In 1965 the intensity of the arrests changed. Frank was fishing the Nisqually with his brother-in-law when armed wardens in a high-speed motorboat rammed Frank’s cedar canoe. “They got all kinds of training and riot gear—shields, helmets, everything,” Frank told Charles Wilkinson back in the 1970s, when Wilkinson was a young attorney with the Native American Rights Fund. “These guys had a budget. This was a war.”

In the mid-1960s Frank was one of several young activists in the Pacific Northwest who had begun staging “fish-ins,” acts of protest inspired by Black civil rights sit-ins but, a participant wrote, “done in a distinctive Indian way.” Native activists, with their families and allies, fished at riverside encampments, pressing their own fishing rights against state fishing prohibitions, resulting in arrests and news coverage and increasing brutality on the part of the state. The violence peaked in the summer of 1970, when state and local police raided an encampment on the Puyallup River in Tacoma, using rifles, tear gas, and batons to arrest dozens of men, women, and children.

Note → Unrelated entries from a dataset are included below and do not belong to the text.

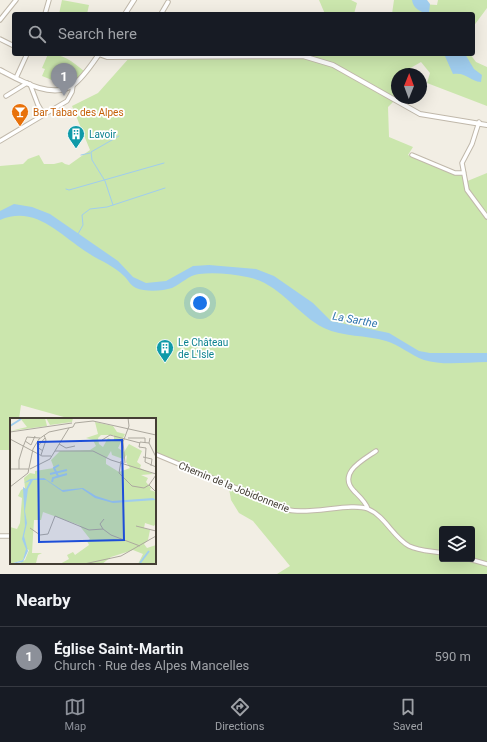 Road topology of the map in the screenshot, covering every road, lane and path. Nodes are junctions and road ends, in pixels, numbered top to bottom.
1 (16, 0) edge
2 (49, 0) edge
3 (134, 0) edge
4 (168, 2) dead end
5 (46, 12) edge
6 (126, 12) edge
7 (162, 12) edge
8 (0, 20) edge
9 (0, 39) edge
10 (12, 45) edge
11 (26, 56) edge
12 (97, 56) edge
13 (103, 56) edge
14 (222, 56) edge
15 (294, 56) edge
16 (0, 70) edge
17 (16, 78) junction
18 (29, 84) junction
19 (73, 85) junction
20 (6, 96) dead end
21 (44, 115) junction
22 (479, 122) junction
23 (487, 125) edge
24 (0, 141) edge
25 (412, 155) dead end
26 (464, 173) junction
27 (487, 217) edge
28 (376, 451) dead end
29 (156, 454) edge
30 (368, 509) junction
31 (439, 553) edge
32 (475, 561) edge
33 (487, 564) edge

1 - 8 street
2 - 5 street
3 - 6 street
4 - 7 street
9 - 10 street
11 - 17 street
12 - 19 street
13 - 14 street
15 - 22 street
16 - 17 street
17 - 18 street
18 - 19 street
18 - 20 street
18 - 21 street
19 - 21 street
21 - 24 street
22 - 23 street
22 - 26 street
25 - 26 street
26 - 27 street
28 - 30 street
29 - 30 street, Chemin de la Jobidonnerie
30 - 31 street
32 - 33 street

One of the bystanders gassed during the melee was Stan Pitkin, the US attorney for western Washington who, days later, filed a complaint, United States v. Washington, on behalf of tribes that had signed the so-called Stevens treaties. The four-year trial resulted in a resounding victory for tribal sovereignty in the United States, reasserting the tribes’ fishing rights under the treaties and affirming those treaties as living documents—a verdict known today as the Boldt decision, named for its author, Judge George Boldt.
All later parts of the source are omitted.